Bright Sayings To Tell The Deputy
Or " How to Get His Attention ! "
Sorry, Deputy, I didn't realize my
radar detector wasn't plugged in.
Say, aren't you the guy from the Village
People?
Hey, you must've been doin' about
125 mph to keep up with me. Good job!
Are You Andy or Barney?
I thought you had to be in good physical
condition to be a Deputy Sheriff.
You're not gonna check the trunk,
are you?
I pay your salary!
Gee, Deputy! That's terrific. The
last Deputy only gave me a warning, too!
Do you know why you pulled me over?
Okay, just so one of us does.
I was trying to keep up with traffic.
I know there are no other cars around. That's how far ahead of me they
are.
When the Deputy says "Gee Son....Your
eyes look red, have you been drinking?" You probably shouldn't respond
with, "Gee Deputy your eyes look glazed, have you been eating doughnuts?"
"Relax, the handcuffs are tight because they're new.
They'll stretch out after you wear them awhile."
"Take your hands
off the car, or I'll make your birth certificate a
worthless document."
"If you run, you'll only go to jail tired."
"Can you run faster
than 1,200 feet per second?" (In case you didn't
know, that is the average
speed of a 9 mm bullet fired from my gun.)
"So you don't know how fast
you were going. I guess that means I can
write anything I want on the
ticket, huh?"
"Yes, Sir, you can talk to the shift supervisor, but I
don't think it
will help. Oh ... did I mention that I am the shift
supervisor?"
"Warning! You want a warning? O.K., I'm warning you not to
do
that again or I'll give you another ticket."
"The answer to this
last question will determine whether
you are drunk or not. Was Mickey Mouse
a cat or a dog?"
"Fair? You want me to be fair? Listen, fair is a place
where you
go to ride on rides, eat cotton candy, and step in monkey poop."

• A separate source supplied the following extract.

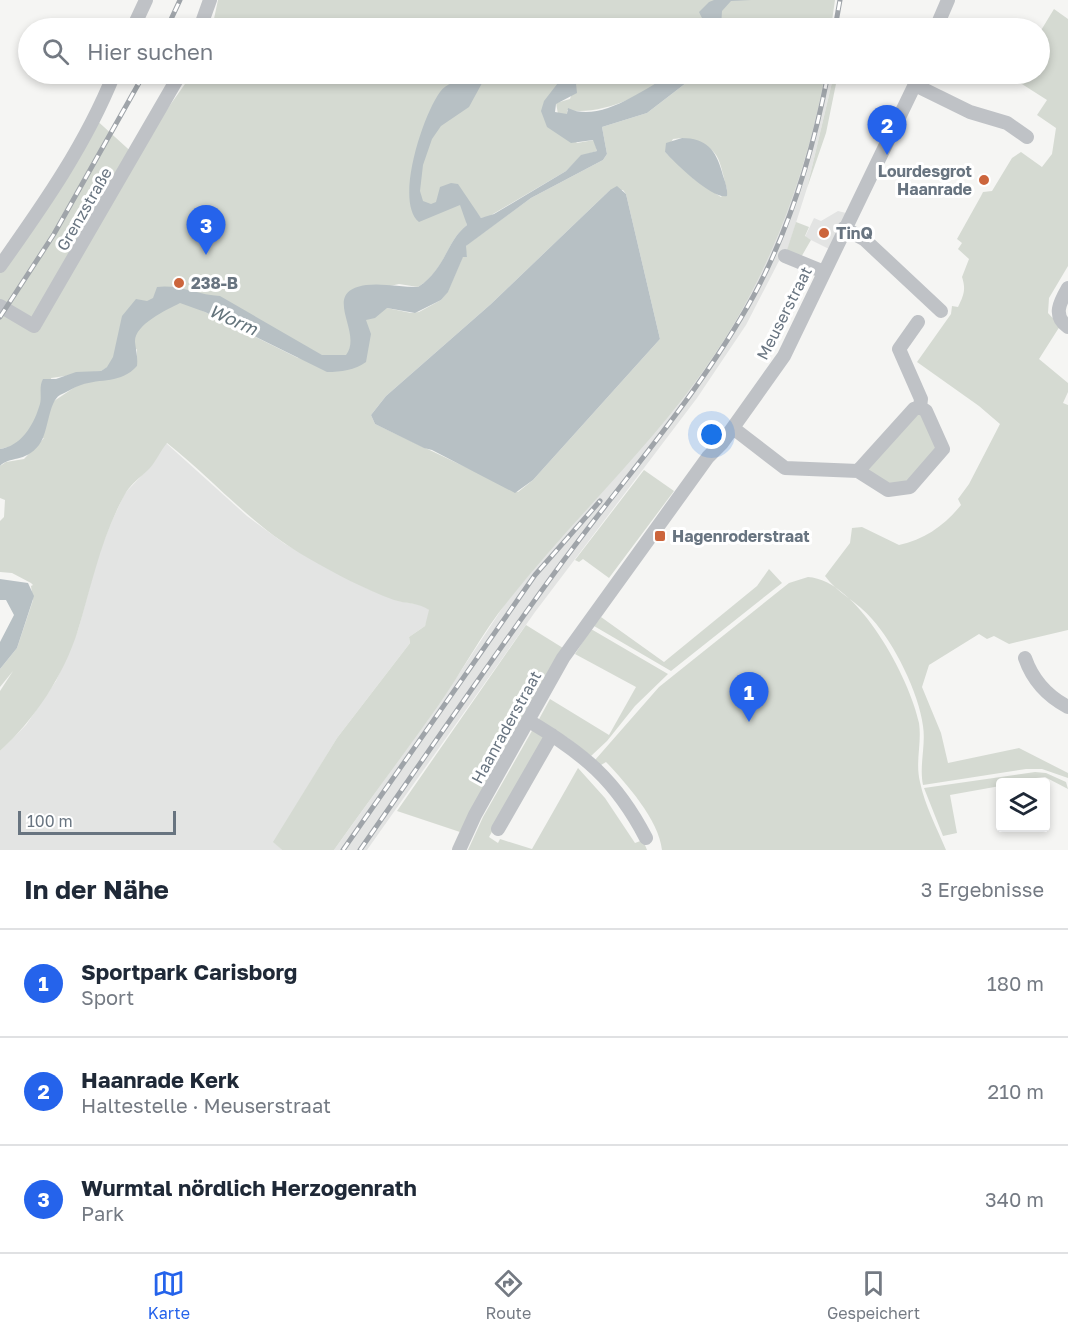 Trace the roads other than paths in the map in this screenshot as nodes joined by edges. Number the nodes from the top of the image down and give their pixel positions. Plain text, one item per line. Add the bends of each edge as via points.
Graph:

"Listen with your ears, not with your mouth."
"Yeah, we have a
quota. Two more tickets
and my wife gets a toaster oven."
"In God we
trust, all others we run through NCIC."
"Just how big were those two
beers?"
"No sir, we don't have quotas anymore. We used to have quotas
but now
we're allowed to write as many tickets as we want."
"I'm
glad to hear the Sheriff is a good personal friend of
yours.. At
least you know someone who can post your bail."